We recently completed this exact hike in 2 days without a guide with no issues whatsoever. The trails are easy to follow, there seems to be a lot more sign posting since 2006. Bridges are now in place over most of the smaller streams also. We completed The valley to Primavera in 7 hours and Primavera back to The valley via El Bosque within 5 hours. Certainly I can see how bad weather could impact on the difficulty of the hike but overall with some rain it was relatively straightforward. We were told similar things as the people above but I feel it would be very difficult to get lost. Overall a physically taxing but rewarding hike.

  Alex Feb 25, 2016 8:41 AM

10

Thkanks for this blog, a great hike and it saved us heaps of money by doing it without a guide.
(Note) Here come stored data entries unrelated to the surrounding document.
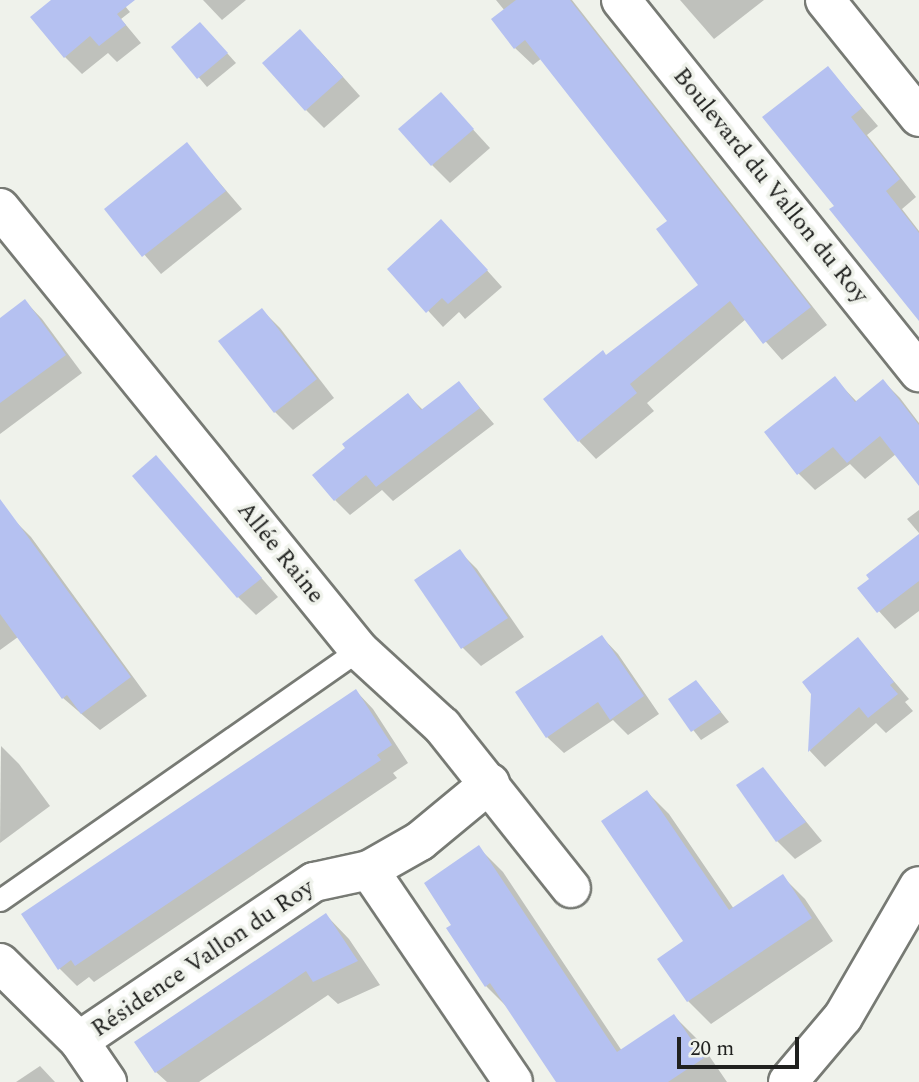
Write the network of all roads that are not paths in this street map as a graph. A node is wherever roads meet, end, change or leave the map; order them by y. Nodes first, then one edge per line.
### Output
1 (621, 0) edge
2 (825, 0) edge
3 (919, 117) edge
4 (5, 223) edge
5 (919, 372) edge
6 (359, 650) junction
7 (490, 783) junction
8 (369, 870) junction
9 (919, 886) edge
10 (571, 888) dead end
11 (0, 900) edge
12 (0, 962) edge
13 (79, 1041) junction
14 (107, 1082) edge
15 (513, 1082) edge
16 (788, 1082) edge

1 - 5 street, Boulevard du Vallon du Roy
2 - 3 street
4 - 6 street, Allée Raine
6 - 7 street, Allée Raine
6 - 11 lane
7 - 8 street, Résidence Vallon du Roy
7 - 10 street, Allée Raine
8 - 13 street, Résidence Vallon du Roy
8 - 15 street
9 - 16 street
12 - 13 street
13 - 14 street

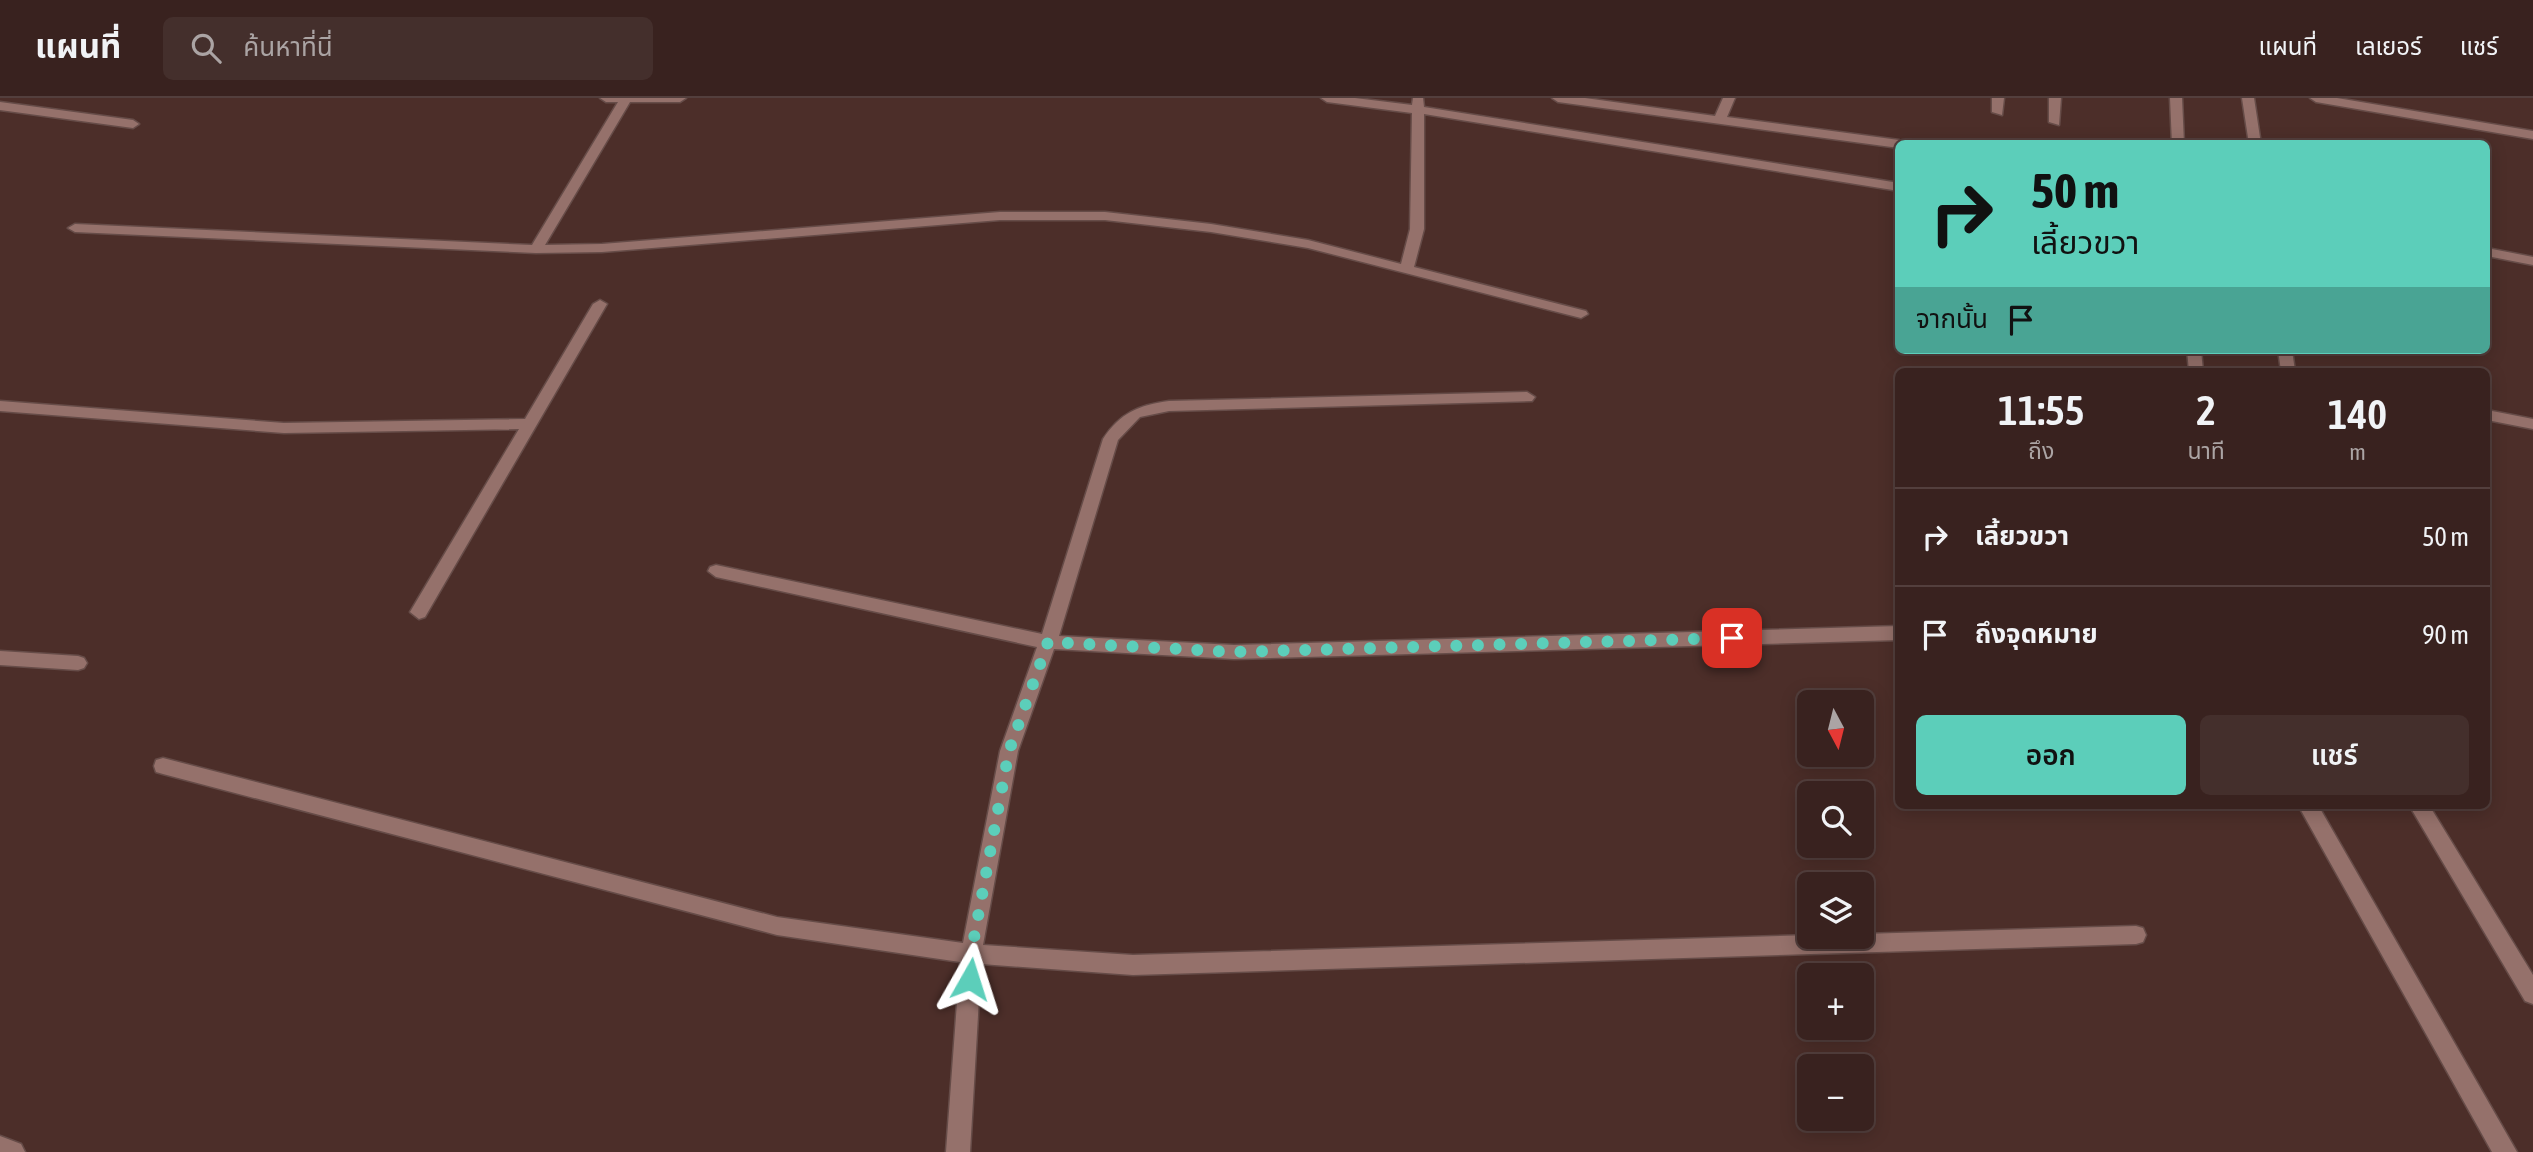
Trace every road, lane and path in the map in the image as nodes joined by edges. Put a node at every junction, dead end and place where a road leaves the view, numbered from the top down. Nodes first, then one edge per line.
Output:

Just a short update on the trek that we just finished in two days. There is no accomodation or food at estrella de agua, therefore you have to hike up all the way to primavera, or stay at the kolibri house butmthat is just 1,5h from the start. It took us 8 hours. Primavera is fine, basic accomodation, and it can get quite cold up there.

On the way back, the path to el bosque is perfectly fine, less muddy than the ascent really and there are bridges in place. Just dont expect food or accomodation at el bosque, because there is no building anymore as you can read in one of the earlier comments. Way down took us 6,5 hours.

  Jessam May 23, 2016 9:09 AM

11

We did part of the trek in November 2016. Just a short update on the situation. We got only as far as Estrella de Agua unfortunately due to enournous amount of mud we were not able to continue further. However even if we had high gum boots it would be very difficult to get to Primavera. It took us 4,5 h to Estrella and supposedly it is another 5 h to Primavera from there. Probably the situation is better in dry season. Nevertheless you cannot sleap in Estrella, only in Primavera.